Tomi n’avait pas oublié cet hiver, il venait d’arriver au Centre, après cette histoire de vol de vélomoteur et tout ça. Il était parti de Vaujours, de chez les Herbaut, la famille où il était placé. Jamais plus il ne retournerait là-bas. Il gardait tout le temps dans la poche de son blouson le certificat du bureau d’orientation scolaire, où il y avait écrit une petite phrase qui disait, pas apte aux études, orientation CAP de maçon. Il gardait toujours ce papier sur lui, et il se disait que si un jour il devenait quelqu’un, il sortirait ce papier où il y avait écrit : maçon.
Il quittait le Centre tôt le matin. Il disait qu’il allait étudier à la bibliothèque. Mais eux s’en moquaient. Il était là juste pour quelques mois, avant de partir pour Paris, pour le CAP. Il marchait au hasard dans les rues de cette ville qu’il ne connaissait pas. Il ne savait même pas le nom des rues. Il allait dans les cafés, dans la vieille ville, c’est là qu’il avait rencontré Rochet, on l’appelait Rosette. C’était un dealer.

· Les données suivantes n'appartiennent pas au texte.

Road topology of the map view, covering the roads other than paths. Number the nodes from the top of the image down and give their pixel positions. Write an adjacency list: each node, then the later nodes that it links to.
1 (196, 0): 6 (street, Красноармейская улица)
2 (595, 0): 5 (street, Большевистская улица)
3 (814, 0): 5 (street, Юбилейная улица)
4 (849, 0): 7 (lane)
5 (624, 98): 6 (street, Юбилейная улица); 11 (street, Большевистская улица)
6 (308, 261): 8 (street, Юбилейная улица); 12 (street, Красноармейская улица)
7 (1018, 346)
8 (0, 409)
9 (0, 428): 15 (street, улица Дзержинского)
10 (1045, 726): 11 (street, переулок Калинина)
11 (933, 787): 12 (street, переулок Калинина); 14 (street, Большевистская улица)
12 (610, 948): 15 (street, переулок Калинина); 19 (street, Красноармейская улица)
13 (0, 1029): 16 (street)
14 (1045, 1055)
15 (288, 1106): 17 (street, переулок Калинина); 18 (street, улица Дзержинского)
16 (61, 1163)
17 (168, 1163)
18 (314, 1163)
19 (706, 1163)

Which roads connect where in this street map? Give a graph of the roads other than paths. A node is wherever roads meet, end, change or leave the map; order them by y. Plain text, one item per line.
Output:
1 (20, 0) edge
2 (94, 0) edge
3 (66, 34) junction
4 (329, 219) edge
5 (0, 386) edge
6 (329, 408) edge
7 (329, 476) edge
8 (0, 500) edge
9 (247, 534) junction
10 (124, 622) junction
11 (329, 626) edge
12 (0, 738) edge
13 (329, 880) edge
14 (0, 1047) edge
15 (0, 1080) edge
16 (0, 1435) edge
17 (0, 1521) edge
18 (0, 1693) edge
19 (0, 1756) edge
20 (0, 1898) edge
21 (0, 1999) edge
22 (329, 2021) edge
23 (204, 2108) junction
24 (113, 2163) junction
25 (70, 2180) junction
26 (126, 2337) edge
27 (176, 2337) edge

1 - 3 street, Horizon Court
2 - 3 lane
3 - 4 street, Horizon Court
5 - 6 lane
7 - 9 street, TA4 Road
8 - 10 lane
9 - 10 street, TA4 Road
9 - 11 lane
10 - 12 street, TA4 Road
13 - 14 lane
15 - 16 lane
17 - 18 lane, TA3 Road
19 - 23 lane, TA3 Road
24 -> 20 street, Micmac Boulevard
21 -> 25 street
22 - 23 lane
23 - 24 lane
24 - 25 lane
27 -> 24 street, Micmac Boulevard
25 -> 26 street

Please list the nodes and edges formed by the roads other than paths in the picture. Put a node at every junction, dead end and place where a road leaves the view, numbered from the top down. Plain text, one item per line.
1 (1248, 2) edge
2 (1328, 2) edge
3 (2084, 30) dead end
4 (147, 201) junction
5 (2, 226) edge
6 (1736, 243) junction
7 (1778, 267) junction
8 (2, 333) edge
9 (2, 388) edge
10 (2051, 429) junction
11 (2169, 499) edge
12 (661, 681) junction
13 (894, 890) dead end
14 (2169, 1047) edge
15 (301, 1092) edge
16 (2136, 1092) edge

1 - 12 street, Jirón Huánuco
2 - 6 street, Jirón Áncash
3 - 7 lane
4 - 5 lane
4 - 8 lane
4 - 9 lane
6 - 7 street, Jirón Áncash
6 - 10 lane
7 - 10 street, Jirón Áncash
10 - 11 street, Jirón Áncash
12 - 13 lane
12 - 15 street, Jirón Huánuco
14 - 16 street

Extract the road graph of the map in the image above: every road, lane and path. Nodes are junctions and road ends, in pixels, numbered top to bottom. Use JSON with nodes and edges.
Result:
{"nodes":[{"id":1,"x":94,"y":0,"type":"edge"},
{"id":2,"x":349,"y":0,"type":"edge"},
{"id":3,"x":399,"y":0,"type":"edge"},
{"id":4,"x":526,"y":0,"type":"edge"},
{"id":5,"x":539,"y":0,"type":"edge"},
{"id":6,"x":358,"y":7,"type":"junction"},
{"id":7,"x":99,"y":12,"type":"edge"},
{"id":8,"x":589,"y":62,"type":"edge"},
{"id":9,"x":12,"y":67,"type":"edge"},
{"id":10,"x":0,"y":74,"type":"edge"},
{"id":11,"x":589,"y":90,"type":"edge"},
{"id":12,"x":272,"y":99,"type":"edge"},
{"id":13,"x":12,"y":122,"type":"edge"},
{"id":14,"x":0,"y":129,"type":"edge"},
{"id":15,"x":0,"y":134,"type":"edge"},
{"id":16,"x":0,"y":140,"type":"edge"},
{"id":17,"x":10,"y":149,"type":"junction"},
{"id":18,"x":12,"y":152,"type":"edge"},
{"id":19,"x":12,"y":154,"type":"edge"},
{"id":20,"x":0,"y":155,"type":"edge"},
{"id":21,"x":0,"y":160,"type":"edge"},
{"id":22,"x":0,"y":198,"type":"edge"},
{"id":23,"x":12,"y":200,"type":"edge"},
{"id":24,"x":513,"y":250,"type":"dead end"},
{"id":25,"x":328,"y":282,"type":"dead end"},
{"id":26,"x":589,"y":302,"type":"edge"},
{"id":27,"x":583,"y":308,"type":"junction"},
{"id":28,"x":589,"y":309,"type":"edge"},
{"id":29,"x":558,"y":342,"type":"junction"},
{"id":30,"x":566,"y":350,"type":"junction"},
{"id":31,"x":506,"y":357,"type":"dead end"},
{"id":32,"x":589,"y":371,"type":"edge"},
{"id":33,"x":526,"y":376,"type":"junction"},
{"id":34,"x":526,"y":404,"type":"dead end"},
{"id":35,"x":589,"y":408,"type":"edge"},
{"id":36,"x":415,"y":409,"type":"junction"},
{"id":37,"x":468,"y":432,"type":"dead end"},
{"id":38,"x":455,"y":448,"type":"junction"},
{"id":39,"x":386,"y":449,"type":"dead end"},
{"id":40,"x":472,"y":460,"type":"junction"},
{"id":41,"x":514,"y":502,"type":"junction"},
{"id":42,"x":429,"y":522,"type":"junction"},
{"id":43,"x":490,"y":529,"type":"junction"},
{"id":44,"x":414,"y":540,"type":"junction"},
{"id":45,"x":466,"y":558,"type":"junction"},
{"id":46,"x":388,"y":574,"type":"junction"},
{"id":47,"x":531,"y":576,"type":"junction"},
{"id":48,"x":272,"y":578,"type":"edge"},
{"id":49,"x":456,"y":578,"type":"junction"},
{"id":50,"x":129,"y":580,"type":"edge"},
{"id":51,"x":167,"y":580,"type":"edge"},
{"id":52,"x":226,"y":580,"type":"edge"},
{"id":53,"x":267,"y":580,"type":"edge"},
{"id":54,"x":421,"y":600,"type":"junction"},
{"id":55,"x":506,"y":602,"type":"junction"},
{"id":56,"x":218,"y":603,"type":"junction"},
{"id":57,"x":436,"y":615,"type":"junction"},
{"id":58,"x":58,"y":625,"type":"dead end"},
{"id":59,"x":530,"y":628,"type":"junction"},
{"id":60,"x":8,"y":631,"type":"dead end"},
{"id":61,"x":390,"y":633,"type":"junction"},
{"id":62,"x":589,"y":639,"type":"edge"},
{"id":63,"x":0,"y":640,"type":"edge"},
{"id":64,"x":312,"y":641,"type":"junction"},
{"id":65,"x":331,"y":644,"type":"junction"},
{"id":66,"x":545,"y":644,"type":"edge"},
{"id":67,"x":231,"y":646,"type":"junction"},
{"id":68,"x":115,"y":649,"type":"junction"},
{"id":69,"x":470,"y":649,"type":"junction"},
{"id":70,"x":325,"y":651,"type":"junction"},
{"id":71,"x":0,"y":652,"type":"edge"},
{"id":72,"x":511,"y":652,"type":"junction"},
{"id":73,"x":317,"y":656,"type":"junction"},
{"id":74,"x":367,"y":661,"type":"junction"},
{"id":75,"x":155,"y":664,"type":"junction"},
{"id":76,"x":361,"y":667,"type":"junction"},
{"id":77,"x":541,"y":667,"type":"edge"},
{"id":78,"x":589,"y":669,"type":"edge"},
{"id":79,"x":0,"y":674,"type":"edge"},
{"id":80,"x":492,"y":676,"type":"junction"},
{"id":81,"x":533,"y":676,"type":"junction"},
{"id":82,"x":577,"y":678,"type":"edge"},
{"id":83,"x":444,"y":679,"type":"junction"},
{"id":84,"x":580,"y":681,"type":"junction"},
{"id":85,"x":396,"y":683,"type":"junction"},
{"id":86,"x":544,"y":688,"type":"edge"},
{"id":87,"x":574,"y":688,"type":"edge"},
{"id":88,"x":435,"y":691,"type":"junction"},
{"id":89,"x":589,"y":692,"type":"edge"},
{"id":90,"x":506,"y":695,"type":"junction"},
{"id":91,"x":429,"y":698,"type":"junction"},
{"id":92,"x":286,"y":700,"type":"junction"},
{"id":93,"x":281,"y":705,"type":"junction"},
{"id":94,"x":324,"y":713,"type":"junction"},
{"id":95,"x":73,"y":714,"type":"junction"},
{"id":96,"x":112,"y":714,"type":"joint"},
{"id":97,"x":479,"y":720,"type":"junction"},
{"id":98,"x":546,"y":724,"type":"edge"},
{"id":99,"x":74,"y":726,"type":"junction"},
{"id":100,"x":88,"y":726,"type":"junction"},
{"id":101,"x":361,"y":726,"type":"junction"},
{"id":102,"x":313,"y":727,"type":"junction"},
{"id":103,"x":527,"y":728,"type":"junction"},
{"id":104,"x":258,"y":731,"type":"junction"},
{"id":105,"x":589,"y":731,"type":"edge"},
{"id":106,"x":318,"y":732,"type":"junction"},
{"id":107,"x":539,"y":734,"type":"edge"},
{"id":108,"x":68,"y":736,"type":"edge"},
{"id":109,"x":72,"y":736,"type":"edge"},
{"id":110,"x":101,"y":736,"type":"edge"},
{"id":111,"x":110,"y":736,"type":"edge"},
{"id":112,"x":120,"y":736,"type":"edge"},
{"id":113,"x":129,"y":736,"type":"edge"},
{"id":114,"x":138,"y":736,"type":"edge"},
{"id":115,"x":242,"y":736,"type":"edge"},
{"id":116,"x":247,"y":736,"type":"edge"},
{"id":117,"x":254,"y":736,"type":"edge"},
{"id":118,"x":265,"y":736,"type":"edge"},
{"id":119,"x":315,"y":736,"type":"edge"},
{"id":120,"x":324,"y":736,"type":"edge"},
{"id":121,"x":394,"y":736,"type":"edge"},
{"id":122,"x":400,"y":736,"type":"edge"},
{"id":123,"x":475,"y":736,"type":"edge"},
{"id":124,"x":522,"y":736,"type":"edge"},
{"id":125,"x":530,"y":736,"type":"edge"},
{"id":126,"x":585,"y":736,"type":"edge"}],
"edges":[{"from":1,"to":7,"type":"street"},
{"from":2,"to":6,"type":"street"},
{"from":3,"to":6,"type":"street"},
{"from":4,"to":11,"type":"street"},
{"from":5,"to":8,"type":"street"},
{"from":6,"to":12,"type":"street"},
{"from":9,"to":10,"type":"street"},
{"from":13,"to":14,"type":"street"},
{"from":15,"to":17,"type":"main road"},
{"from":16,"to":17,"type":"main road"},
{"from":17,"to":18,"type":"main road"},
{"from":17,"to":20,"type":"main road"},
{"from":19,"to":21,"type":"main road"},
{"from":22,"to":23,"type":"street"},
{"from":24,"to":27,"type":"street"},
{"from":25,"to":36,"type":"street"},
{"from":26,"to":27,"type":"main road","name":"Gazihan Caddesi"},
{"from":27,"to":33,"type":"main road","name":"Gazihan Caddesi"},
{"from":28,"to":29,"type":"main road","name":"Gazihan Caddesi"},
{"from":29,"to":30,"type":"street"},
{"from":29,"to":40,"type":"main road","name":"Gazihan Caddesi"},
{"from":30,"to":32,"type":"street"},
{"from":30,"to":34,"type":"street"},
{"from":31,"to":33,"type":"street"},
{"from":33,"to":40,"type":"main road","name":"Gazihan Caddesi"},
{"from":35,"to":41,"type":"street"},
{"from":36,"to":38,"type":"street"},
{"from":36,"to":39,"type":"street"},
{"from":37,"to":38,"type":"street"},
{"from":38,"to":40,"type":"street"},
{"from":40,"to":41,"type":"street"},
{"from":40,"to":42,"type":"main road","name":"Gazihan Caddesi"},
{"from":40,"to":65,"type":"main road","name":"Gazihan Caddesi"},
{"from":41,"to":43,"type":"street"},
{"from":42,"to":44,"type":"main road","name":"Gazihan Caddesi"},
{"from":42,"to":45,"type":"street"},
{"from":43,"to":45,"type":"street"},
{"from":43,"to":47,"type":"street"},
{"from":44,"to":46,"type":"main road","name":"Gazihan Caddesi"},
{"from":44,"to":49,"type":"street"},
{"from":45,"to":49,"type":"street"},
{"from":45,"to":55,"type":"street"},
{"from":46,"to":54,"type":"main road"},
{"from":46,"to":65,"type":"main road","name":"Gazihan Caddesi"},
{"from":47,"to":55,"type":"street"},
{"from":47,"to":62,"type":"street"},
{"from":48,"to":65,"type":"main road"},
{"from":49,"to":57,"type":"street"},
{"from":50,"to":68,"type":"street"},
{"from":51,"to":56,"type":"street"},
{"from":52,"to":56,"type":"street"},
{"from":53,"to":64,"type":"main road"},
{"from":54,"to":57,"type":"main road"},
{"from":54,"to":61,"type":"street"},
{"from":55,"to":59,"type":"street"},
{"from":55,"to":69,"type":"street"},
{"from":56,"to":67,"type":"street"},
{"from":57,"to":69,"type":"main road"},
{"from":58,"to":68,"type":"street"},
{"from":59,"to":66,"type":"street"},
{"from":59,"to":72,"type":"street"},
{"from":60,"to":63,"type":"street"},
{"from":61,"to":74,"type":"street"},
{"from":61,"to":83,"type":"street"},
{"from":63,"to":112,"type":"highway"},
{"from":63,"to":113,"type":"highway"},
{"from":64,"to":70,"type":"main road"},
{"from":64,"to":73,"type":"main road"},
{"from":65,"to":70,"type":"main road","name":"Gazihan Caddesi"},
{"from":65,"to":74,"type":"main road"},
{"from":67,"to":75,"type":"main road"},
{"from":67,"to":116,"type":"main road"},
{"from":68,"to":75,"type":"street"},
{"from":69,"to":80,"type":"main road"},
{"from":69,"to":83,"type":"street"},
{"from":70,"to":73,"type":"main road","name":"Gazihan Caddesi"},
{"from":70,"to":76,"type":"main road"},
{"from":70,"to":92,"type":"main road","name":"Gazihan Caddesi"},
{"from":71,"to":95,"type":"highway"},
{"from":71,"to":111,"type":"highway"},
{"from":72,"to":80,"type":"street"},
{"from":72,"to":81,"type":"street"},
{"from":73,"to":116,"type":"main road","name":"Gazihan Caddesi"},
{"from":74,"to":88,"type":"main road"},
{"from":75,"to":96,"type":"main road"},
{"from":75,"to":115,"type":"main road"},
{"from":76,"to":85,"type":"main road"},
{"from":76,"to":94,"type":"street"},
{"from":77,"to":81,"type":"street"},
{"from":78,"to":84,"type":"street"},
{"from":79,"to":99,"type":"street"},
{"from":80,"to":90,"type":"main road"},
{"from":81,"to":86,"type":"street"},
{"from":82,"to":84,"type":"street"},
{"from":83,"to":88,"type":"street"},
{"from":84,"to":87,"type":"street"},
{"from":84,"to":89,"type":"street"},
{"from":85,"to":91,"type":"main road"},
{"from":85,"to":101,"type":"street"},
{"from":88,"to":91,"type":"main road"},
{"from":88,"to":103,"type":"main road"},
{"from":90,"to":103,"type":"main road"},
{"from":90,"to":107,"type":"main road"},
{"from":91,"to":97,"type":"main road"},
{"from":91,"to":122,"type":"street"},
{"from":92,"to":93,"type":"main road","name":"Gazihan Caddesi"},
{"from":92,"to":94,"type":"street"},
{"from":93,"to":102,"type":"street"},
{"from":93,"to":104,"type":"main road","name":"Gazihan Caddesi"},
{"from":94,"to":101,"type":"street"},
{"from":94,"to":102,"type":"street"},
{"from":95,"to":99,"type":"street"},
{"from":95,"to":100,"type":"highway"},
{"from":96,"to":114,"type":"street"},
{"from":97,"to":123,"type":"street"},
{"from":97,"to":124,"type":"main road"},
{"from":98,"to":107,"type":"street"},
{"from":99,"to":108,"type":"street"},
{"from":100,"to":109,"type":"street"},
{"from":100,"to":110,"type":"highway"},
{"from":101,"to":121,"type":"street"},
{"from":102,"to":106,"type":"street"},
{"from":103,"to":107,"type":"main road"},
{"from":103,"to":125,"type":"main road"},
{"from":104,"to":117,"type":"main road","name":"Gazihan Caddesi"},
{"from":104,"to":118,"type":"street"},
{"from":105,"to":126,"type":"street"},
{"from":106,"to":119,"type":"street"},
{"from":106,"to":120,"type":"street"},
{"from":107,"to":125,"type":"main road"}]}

Du côté de la mer, il y avait toujours plus ou moins de mouettes qui planaient dans le vent en geignant. C’est dans cette ruelle qu’il avait vu Zinna pour la première fois.
Elle avait ce manteau gris de pauvresse, bizarre, qui s’évasait aux hanches comme une redingote, et pourtant, même habillée comme ça elle était belle. Elle marchait vite, avec son visage incliné, elle était pâle, avec des pommettes très lisses. Elle ne regardait personne. Tomi s’était écarté pour la laisser passer. Il avait quatorze ans, il était déjà plus grand qu’elle. Elle était passée, elle avait souri à peine, elle avait disparu, vraiment comme une inconnue, comme une femme qu’on aperçoit sur un quai de gare et qui glisse et se défait dans un reflet.
Dans la lumière de l’hiver, ses cheveux faisaient autour de son visage une auréole presque rouge. C’était ça qui avait fait battre le cœur de Tomi, cette chevelure frisée qui captait la lumière. Et il y avait en elle cette étrangeté, cette absence. À ce moment-là, il ne savait rien d’elle, ni son nom de Zinna, ni qu’elle était juive. Tomi n’avait personne au monde, à quatorze ans il avait tout fait et tout vu, il était voleur, sniffeur de colle, menteur et fugueur, mais il était vierge et il n’avait aucune idée de ce qu’était une femme, c’est-à-dire, pas d’autre idée que celle que les garçons du Centre avaient sur le sexe des femmes, par les allusions, les photos porno et les films X. Et ceux qui parlaient le plus fort étaient ceux qui avaient le plus peur. Alors Zinna, cette façon qu’elle avait de marcher, de regarder, son visage incliné et ses cheveux couleur de cuivre, tout cela était entré dans Tomi, il ne pouvait plus l’oublier. C’était cela qui faisait battre son cœur, même aujourd’hui après tout ce qui s’était passé, c’était cela qui le rongeait.